▸ **About this task**: The expected output is a copy of every line in the records with the string "Flower".

▸ **Material supplied**:
^^^^^^^^

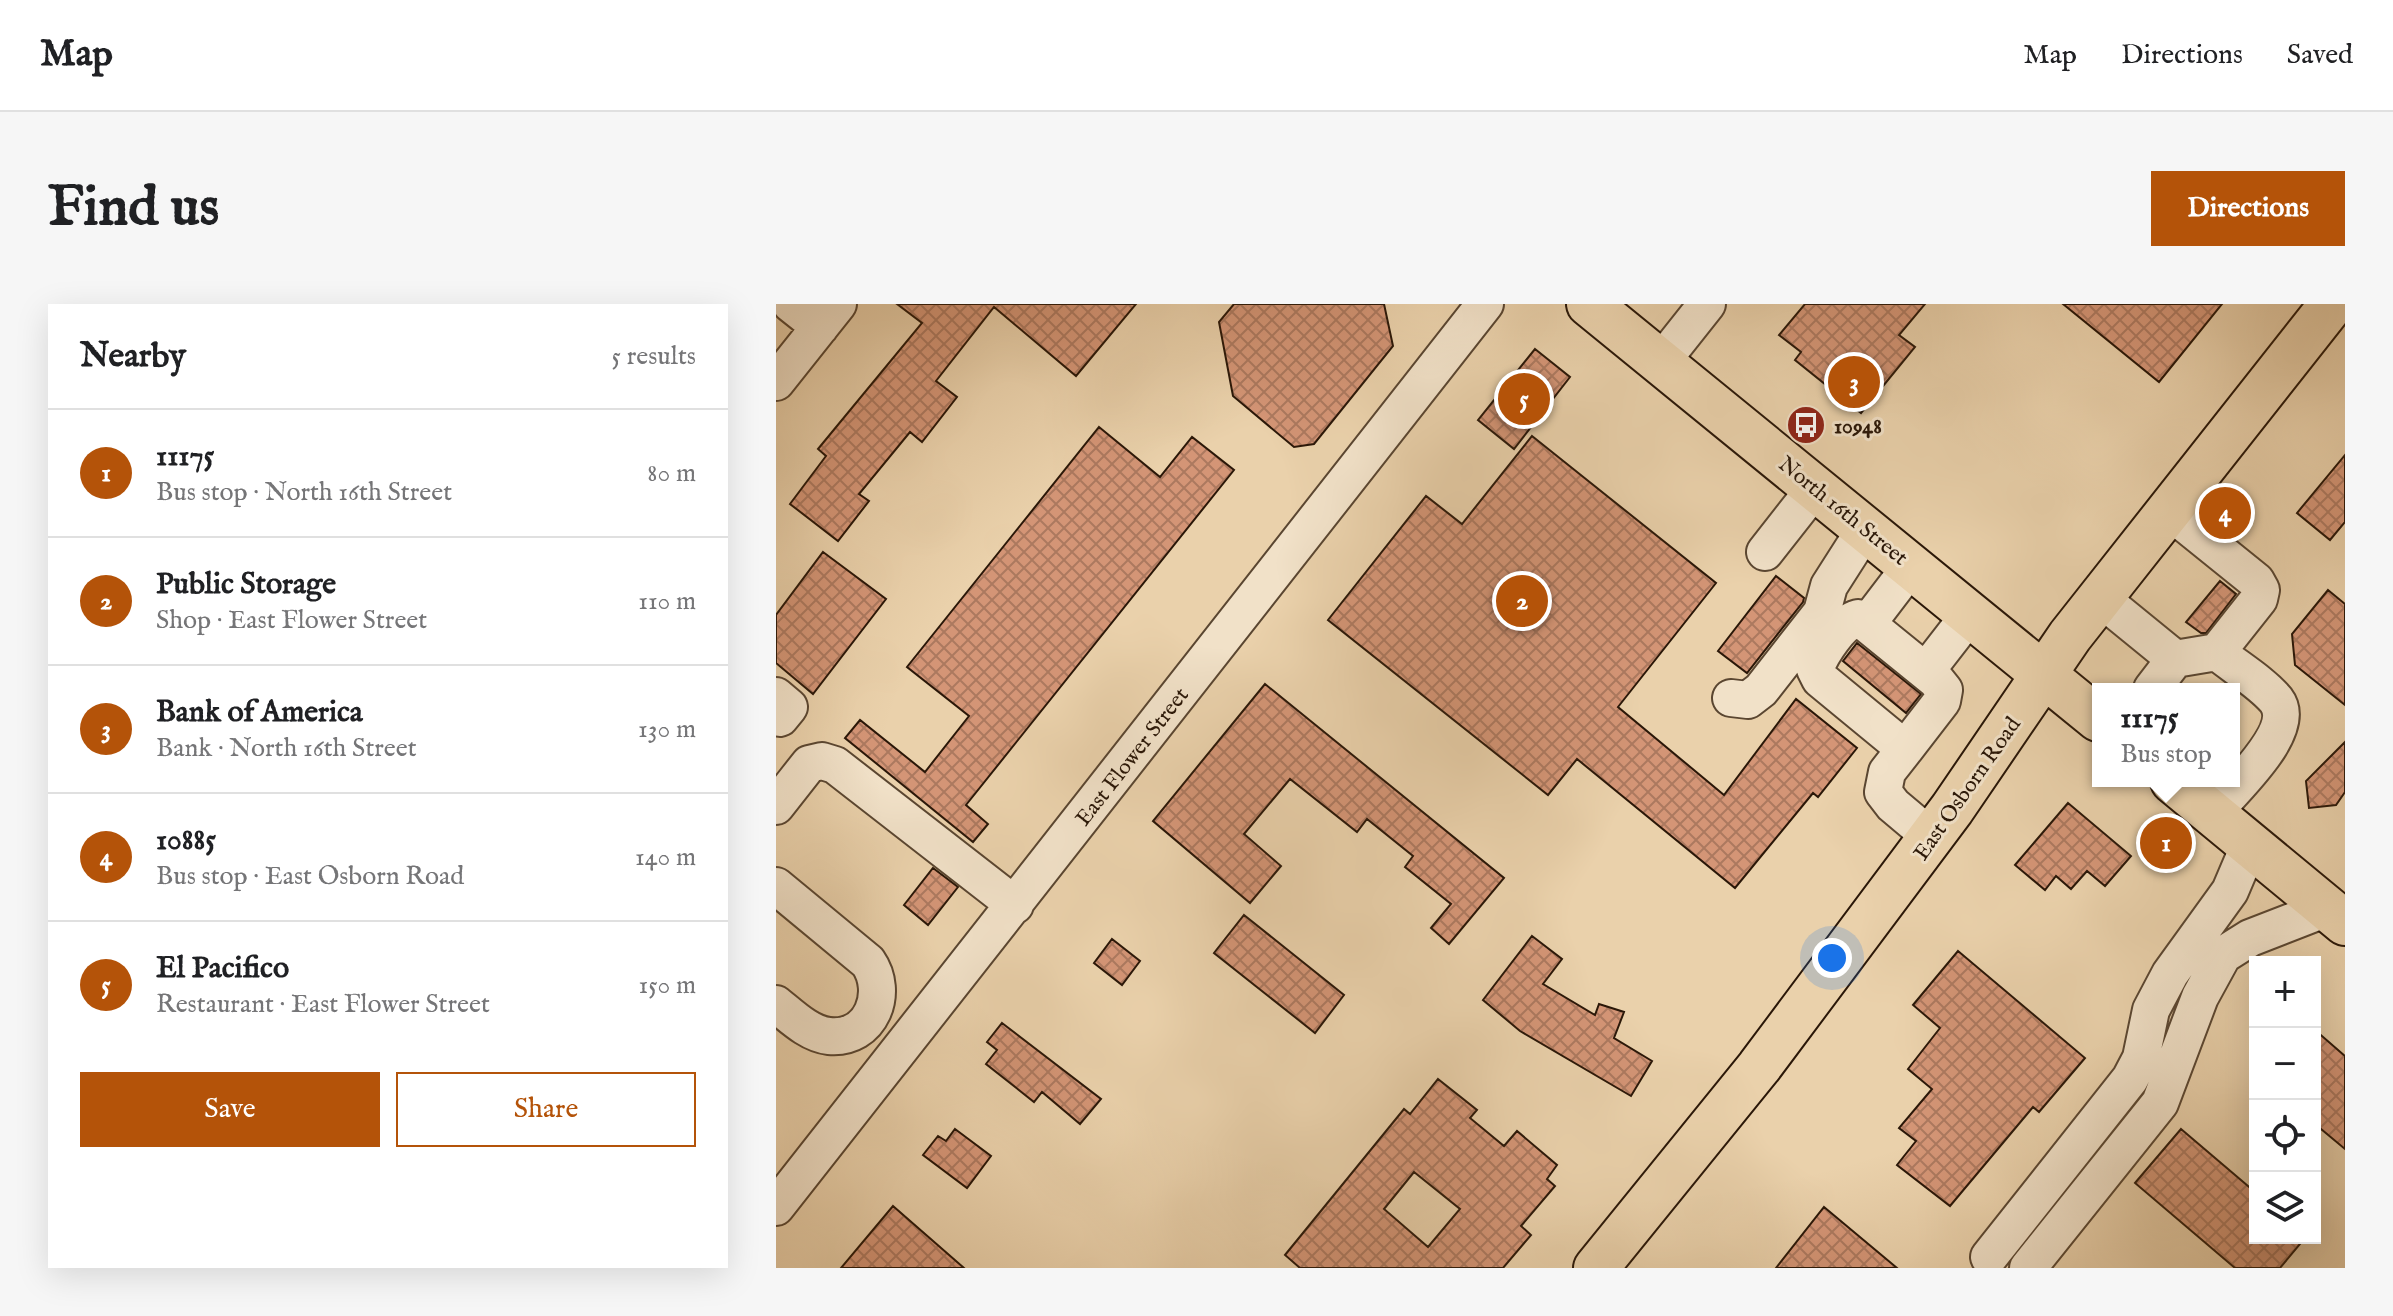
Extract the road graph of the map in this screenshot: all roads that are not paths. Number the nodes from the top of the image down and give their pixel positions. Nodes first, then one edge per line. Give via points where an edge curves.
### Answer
1 (791, 304) edge
2 (1485, 304) edge
3 (1589, 304) edge
4 (1707, 304) edge
5 (2332, 304) edge
6 (829, 316) edge
7 (1661, 362) junction
8 (776, 382) edge
9 (1816, 487) junction
10 (2168, 510) junction
11 (1866, 528) junction
12 (1765, 552) dead end
13 (1912, 565) junction
14 (2099, 597) junction
15 (1971, 613) junction
16 (1867, 624) junction
17 (2217, 652) junction
18 (2175, 659) junction
19 (1926, 671) junction
20 (2045, 674) junction
21 (2157, 683) edge
22 (1731, 698) dead end
23 (2092, 714) edge
24 (1905, 749) junction
25 (2240, 781) edge
26 (2180, 787) edge
27 (2235, 787) edge
28 (776, 806) edge
29 (2212, 814) junction
30 (1931, 837) junction
31 (2250, 844) junction
32 (776, 886) edge
33 (1015, 905) junction
34 (2336, 915) edge
35 (776, 1004) edge
36 (2151, 1010) junction
37 (871, 1018) junction
38 (2184, 1036) junction
39 (904, 1045) junction
40 (780, 1194) edge
41 (1989, 1257) dead end
42 (1596, 1268) edge
43 (2028, 1268) edge

1 - 6 street
2 - 33 street, East Flower Street
3 - 7 main road, North 16th Street
4 - 7 street
5 - 10 main road, East Osborn Road
6 - 8 street
7 - 9 main road, North 16th Street
9 - 11 main road, North 16th Street
9 - 12 street
10 - 14 main road, East Osborn Road
10 - 17 street via 2261,590
11 - 13 main road, North 16th Street
11 - 22 street via 1829,586 1822,612 1761,690 1748,700
13 - 15 main road, North 16th Street
13 - 16 street
14 - 18 street
14 - 20 main road, East Osborn Road
15 - 19 street
15 - 20 main road, North 16th Street
16 - 19 street
16 - 24 street via 1858,618 1849,621 1815,669 1820,679
17 - 18 street
17 - 25 street via 2275,699 2282,712 2273,742
18 - 21 street
19 - 24 street via 1944,690 1942,701
20 - 23 main road, North 16th Street
20 - 30 main road, East Osborn Road
24 - 30 street via 1887,772 1883,792
26 - 29 main road
27 - 29 street
28 - 33 street via 809,764 835,765
29 - 31 main road
30 - 42 main road, East Osborn Road via 1759,1067
31 - 34 main road
31 - 36 street via 2230,891 2170,974
32 - 37 street via 877,974 878,1003
33 - 39 street, East Flower Street
34 - 38 street via 2250,938 2223,955
35 - 37 street via 799,1023 830,1036
36 - 38 street
36 - 41 street via 2141,1058 2130,1079
37 - 39 street
38 - 43 street via 2160,1103
39 - 40 street, East Flower Street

^^^^^^^^

▸ **Solved exercise**:
2 - 33 street, East Flower Street
33 - 39 street, East Flower Street
39 - 40 street, East Flower Street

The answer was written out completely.